Updated: Dec 12, 2023

When I get hired to train a puppy, I usually see owners make mistakes that prevent the dog from learning correctly. Here is my list of the top 3 mistakes.


It would sound something like this: “sit, sit, sit, sit down, sit, (dogs name) sit, (dogs name) sit…all within a few seconds, and each time getting louder and louder. If the dog does not sit within one millisecond, the command gets repeated repeatedly, thinking that the dog may not hear them the first time. 

How can a dog process and perform a command it does not know yet? Dogs do not learn English that fast. Each word has to be taught to them and associated with something; even then, their vocabulary is minimal.

The negative aspect of this training mistake is that the dog begins associating that number of words with the command by repeating commands repeatedly. For example, if you say sit, sit sit all within 1 second, the dog learns that the command is not sit; it’s “sit, sit, sit.” 

From my experience, every new dog owner does this unconsciously until it’s brought to their attention by a professional dog trainer on how they talk to their dogs and how that negatively impacts their learning ability. I am unsure when and how this started happening, but this led to my next dog training mistake.

Solution: Say the command only once and allow the dog 15 seconds to process it; then, you can repeat it if necessary. 


Dog owners seem to assume that dogs learn at the same speed as humans.
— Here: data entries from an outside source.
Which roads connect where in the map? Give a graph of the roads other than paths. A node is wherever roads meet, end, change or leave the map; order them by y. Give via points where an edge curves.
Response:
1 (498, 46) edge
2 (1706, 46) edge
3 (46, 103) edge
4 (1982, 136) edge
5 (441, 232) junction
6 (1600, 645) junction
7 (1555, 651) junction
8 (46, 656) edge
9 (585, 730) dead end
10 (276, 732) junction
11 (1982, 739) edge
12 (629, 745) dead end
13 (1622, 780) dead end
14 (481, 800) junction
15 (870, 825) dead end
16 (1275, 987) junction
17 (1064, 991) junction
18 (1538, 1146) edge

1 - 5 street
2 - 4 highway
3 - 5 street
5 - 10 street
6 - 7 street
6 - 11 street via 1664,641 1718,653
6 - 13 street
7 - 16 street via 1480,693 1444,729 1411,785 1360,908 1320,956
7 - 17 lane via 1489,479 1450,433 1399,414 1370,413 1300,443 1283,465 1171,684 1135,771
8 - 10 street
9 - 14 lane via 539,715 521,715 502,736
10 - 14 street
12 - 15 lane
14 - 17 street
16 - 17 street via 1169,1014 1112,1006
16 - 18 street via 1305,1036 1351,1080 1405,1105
I have trained some brilliant dogs, but all dogs learn at their own pace, not ours. Not being patient with a puppy is a big mistake. 

dog with owner in huntsville, al

When owners get impatient, they also get frustrated. Dogs are masters of recognizing body language and emotions. If you’re frustrated with your dog, that negatively affects the relationship. They can feel that you are losing your cool and become over-anxious or fearful, leading to aggression. 

You must have patience when having a new puppy. They do not learn overnight and trying to rush the training process only makes the dog think they cannot ever do anything to please the owners. This leads me to the next mistake. 

Solution: Learn the art of patience and practice with your dog.


Sometimes, we must correct a dog from doing something we don’t want. This includes play, biting, jumping, and chewing. I use the term “correct it and redirect it,” this way, you’re teaching the dog an alternative behavior. This technique is best as the dog starts the behavior before the intensity gets too high. I like to use the sound “uh uh” to stop the behavior, then redirect to a sit or down. 

The mistake that a lot of dog owners make is to over-correct. I have seen owners talk to their dogs when they are jumping on them rapidly, saying, “down, sit, down, (dogs name) off, leave-it, stop, no, stop.”  This reinforces the problem behavior and stimulates and excites the dog. 

Another option is to clap to gently startle the dog when they are doing an undesired behavior to get their attention, and then give them an alternative behavior you want. 

Solution: Before correcting your dog, think of the alternative behavior you want, and focus on that instead of the behavior you don't want.